UTF8::lcfirst('ÑTËRNÂTIÔNÀLIZÆTIØN'); // ñTËRNÂTIÔNÀLIZÆTIØN
max(mixed $arg) : string
Returns the UTF-8 character with the maximum code point in the given data.
UTF8::max('abc-äöü-中文空白'); // 'ø'
max_chr_width(string $str) : int
Calculates and returns the maximum number of bytes taken by any
UTF-8 encoded character in the given string.
UTF8::max_chr_width('Intërnâtiônàlizætiøn'); // 2
min(mixed $arg) : string
Returns the UTF-8 character with the minimum code point in the given data.
UTF8::min('abc-äöü-中文空白'); // '-'
normalize_encoding(string $encoding) : string
Normalize the encoding-"name" input.
UTF8::normalize_encoding('UTF8'); // 'UTF-8'
normalize_msword(string $str) : string
Normalize some MS Word special characters.

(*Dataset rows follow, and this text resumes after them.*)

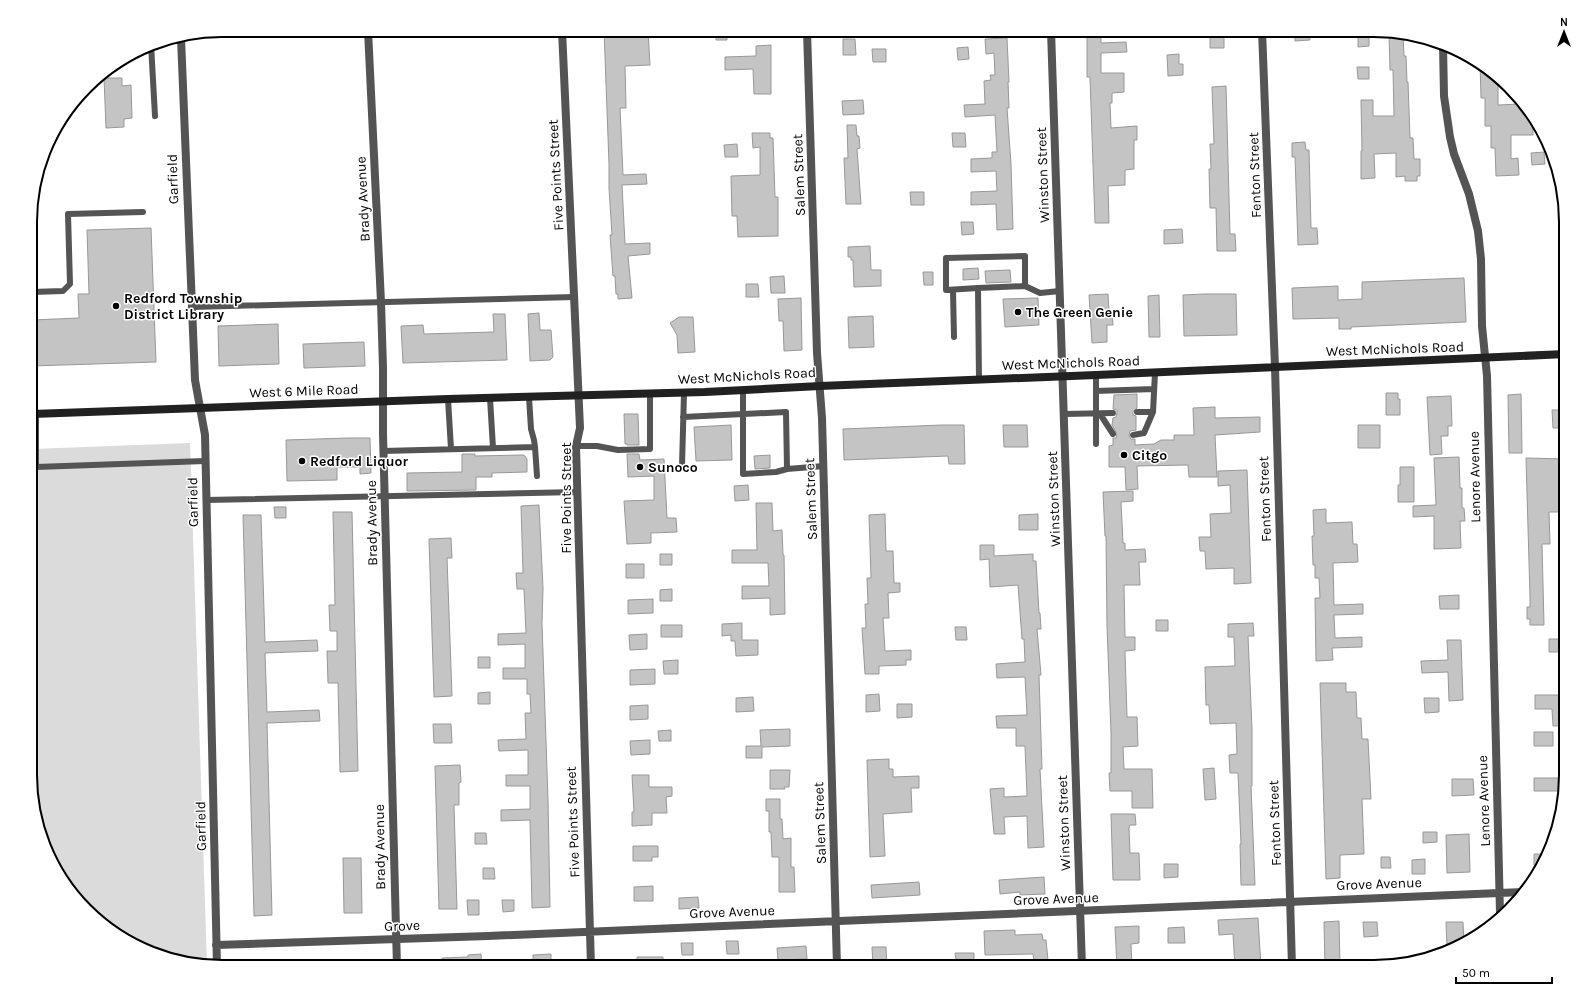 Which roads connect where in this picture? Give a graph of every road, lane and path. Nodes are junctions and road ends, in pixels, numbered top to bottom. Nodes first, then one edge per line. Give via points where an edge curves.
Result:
1 (368, 37) edge
2 (562, 37) edge
3 (807, 37) edge
4 (1051, 37) edge
5 (1262, 37) edge
6 (181, 42) edge
7 (1443, 50) edge
8 (151, 51) edge
9 (155, 116) dead end
10 (143, 212) dead end
11 (1025, 286) junction
12 (978, 288) junction
13 (953, 290) junction
14 (1060, 291) junction
15 (37, 292) edge
16 (574, 297) junction
17 (381, 302) junction
18 (192, 307) junction
19 (954, 337) dead end
20 (1559, 354) edge
21 (1485, 358) junction
22 (1275, 367) junction
23 (1155, 373) junction
24 (1063, 376) junction
25 (1096, 376) junction
26 (979, 380) junction
27 (820, 386) junction
28 (1154, 389) junction
29 (743, 391) junction
30 (1096, 391) junction
31 (684, 393) junction
32 (650, 394) junction
33 (578, 395) junction
34 (529, 397) junction
35 (490, 398) junction
36 (448, 399) junction
37 (383, 401) junction
38 (201, 408) junction
39 (1137, 412) dead end
40 (1153, 412) junction
41 (1113, 413) dead end
42 (37, 414) edge
43 (742, 414) junction
44 (1064, 414) junction
45 (1098, 414) junction
46 (683, 417) junction
47 (1113, 434) dead end
48 (1133, 435) dead end
49 (1096, 444) dead end
50 (576, 446) junction
51 (535, 447) junction
52 (493, 448) junction
53 (451, 449) junction
54 (383, 451) junction
55 (205, 461) junction
56 (682, 466) dead end
57 (824, 466) junction
58 (37, 467) edge
59 (787, 469) junction
60 (537, 476) dead end
61 (577, 492) junction
62 (384, 497) junction
63 (206, 500) junction
64 (1500, 892) junction
65 (1517, 892) edge
66 (1290, 901) junction
67 (1500, 910) edge
68 (1080, 911) junction
69 (836, 922) junction
70 (589, 931) junction
71 (396, 939) junction
72 (216, 944) junction
73 (217, 960) edge
74 (397, 960) edge
75 (591, 960) edge
76 (837, 960) edge
77 (1082, 960) edge
78 (1292, 960) edge

1 - 17 street, Brady Avenue
2 - 16 street, Five Points Street
3 - 27 street, Salem Street
4 - 14 street, Winston Street
5 - 22 street, Fenton Street
6 - 18 street, Garfield
7 - 21 street, Lenore Avenue via 1444,96 1450,137 1478,231
8 - 9 lane
10 - 15 lane via 68,214 70,284 63,291
11 - 12 lane
11 - 13 lane via 1025,256 946,258 946,290
11 - 14 lane via 1040,293
12 - 13 lane
12 - 26 lane
13 - 19 lane
14 - 24 street, Winston Street
16 - 17 lane
16 - 33 street, Five Points Street
17 - 18 lane
17 - 37 street, Brady Avenue
18 - 38 street, Garfield via 195,380
20 - 21 main road, West McNichols Road
21 - 22 main road, West McNichols Road
21 - 64 street, Lenore Avenue
22 - 23 main road, West McNichols Road
22 - 66 street, Fenton Street
23 - 25 main road, West McNichols Road
23 - 28 lane
24 - 25 main road, West McNichols Road
24 - 26 main road, West McNichols Road
24 - 44 street, Winston Street
25 - 30 lane
26 - 27 main road, West McNichols Road
27 - 29 main road, West McNichols Road
27 - 57 street, Salem Street
28 - 30 lane
28 - 40 lane
29 - 31 main road, West McNichols Road
29 - 43 lane
30 - 45 lane
31 - 32 main road, West McNichols Road
31 - 46 lane
32 - 33 main road, West McNichols Road
32 - 50 lane via 650,449 618,450
33 - 34 main road, West 6 Mile Road
33 - 50 street, Five Points Street via 580,428
34 - 35 main road, West 6 Mile Road
34 - 51 lane
35 - 36 main road, West 6 Mile Road
35 - 52 lane
36 - 37 main road, West 6 Mile Road
36 - 53 lane
37 - 38 main road, West 6 Mile Road
37 - 54 street, Brady Avenue
38 - 42 main road, West 6 Mile Road
38 - 55 street, Garfield
39 - 40 lane
40 - 48 lane via 1144,433
41 - 45 lane
43 - 46 lane
43 - 59 lane via 786,412
43 - 59 lane via 743,474
44 - 45 lane
44 - 68 street, Winston Street
45 - 47 lane
45 - 49 lane
46 - 56 lane
50 - 61 street, Five Points Street
51 - 52 lane
51 - 60 lane
52 - 53 lane
53 - 54 lane
54 - 62 street, Brady Avenue
55 - 58 lane
55 - 63 street, Garfield
57 - 59 lane
57 - 69 street, Salem Street
61 - 62 lane
61 - 70 street, Five Points Street
62 - 63 lane
62 - 71 street, Brady Avenue
63 - 72 street, Garfield
64 - 65 street, Grove Avenue
64 - 66 street, Grove Avenue
64 - 67 street, Lenore Avenue
66 - 68 street, Grove Avenue
66 - 78 street, Fenton Street
68 - 69 street, Grove Avenue
68 - 77 street, Winston Street
69 - 70 street, Grove Avenue
69 - 76 street, Salem Street
70 - 71 street, Grove
70 - 75 street, Five Points Street
71 - 72 street, Grove
71 - 74 street, Brady Avenue
72 - 73 street, Garfield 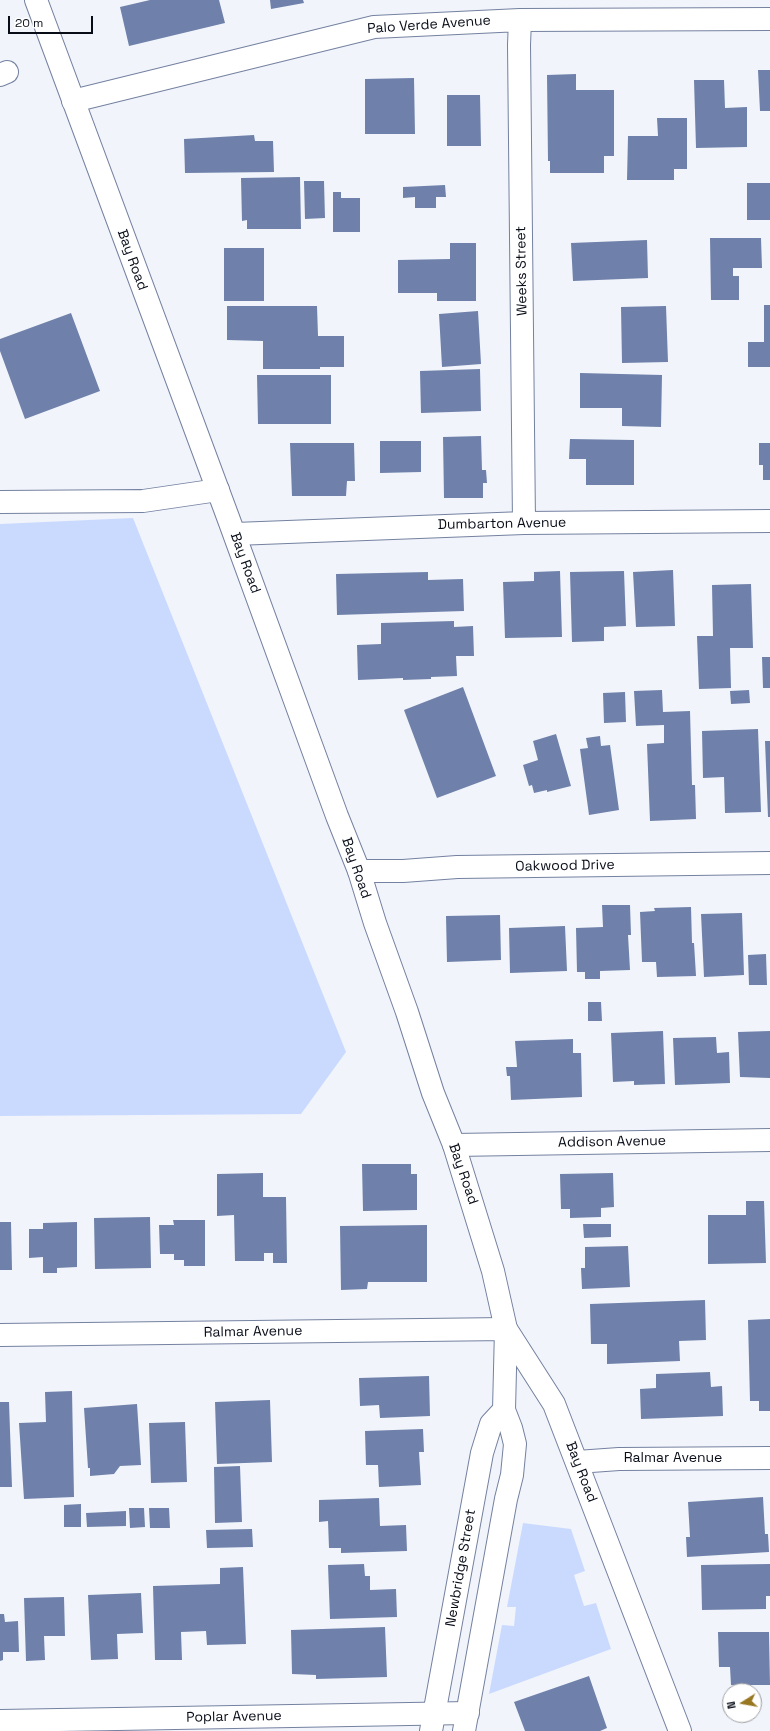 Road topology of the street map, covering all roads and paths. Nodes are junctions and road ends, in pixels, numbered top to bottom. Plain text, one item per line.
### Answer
1 (36, 0) edge
2 (770, 19) edge
3 (520, 20) junction
4 (73, 101) junction
5 (218, 490) junction
6 (0, 502) edge
7 (770, 522) edge
8 (524, 523) junction
9 (235, 534) junction
10 (770, 863) edge
11 (359, 871) junction
12 (770, 1140) edge
13 (454, 1145) junction
14 (506, 1329) junction
15 (0, 1335) edge
16 (504, 1410) junction
17 (770, 1458) edge
18 (577, 1462) junction
19 (0, 1721) edge
20 (434, 1722) edge
21 (466, 1722) edge
22 (680, 1731) edge

1 - 4 street, Bay Road
2 - 3 street, Palo Verde Avenue
3 - 4 street, Palo Verde Avenue
3 - 8 street, Weeks Street
4 - 5 street, Bay Road
5 - 6 street
5 - 9 street, Bay Road
7 - 8 street, Dumbarton Avenue
8 - 9 street, Dumbarton Avenue
9 - 11 street, Bay Road
10 - 11 street, Oakwood Drive
11 - 13 street, Bay Road
12 - 13 street, Addison Avenue
13 - 14 street, Bay Road
14 - 15 street, Ralmar Avenue
14 - 16 street
14 - 18 street, Bay Road
16 - 20 street, Newbridge Street
16 - 21 street
17 - 18 street, Ralmar Avenue
18 - 22 street, Bay Road
19 - 20 street, Poplar Avenue
20 - 21 street, Poplar Avenue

UTF8::normalize_msword('„Abcdef…”'); // '"Abcdef..."'
normalize_whitespace(string $str, bool $keep_non_breaking_space = false, bool $keep_bidi_unicode_controls = false) : string
Normalize the whitespace.
UTF8::normalize_whitespace("abc-\xc2\xa0-öäü-\xe2\x80\xaf-\xE2\x80\xAC", true); // "abc-\xc2\xa0-öäü- -"
ord(string $chr) : int
Calculates Unicode code point of the given UTF-8 encoded character.
opposite: UTF8::chr()
UTF8::ord('☃'); // 0x2603
parse_str(string $str, &$result, bool $clean_utf8 = false) : bool
Parses the string into an array (into the the second parameter).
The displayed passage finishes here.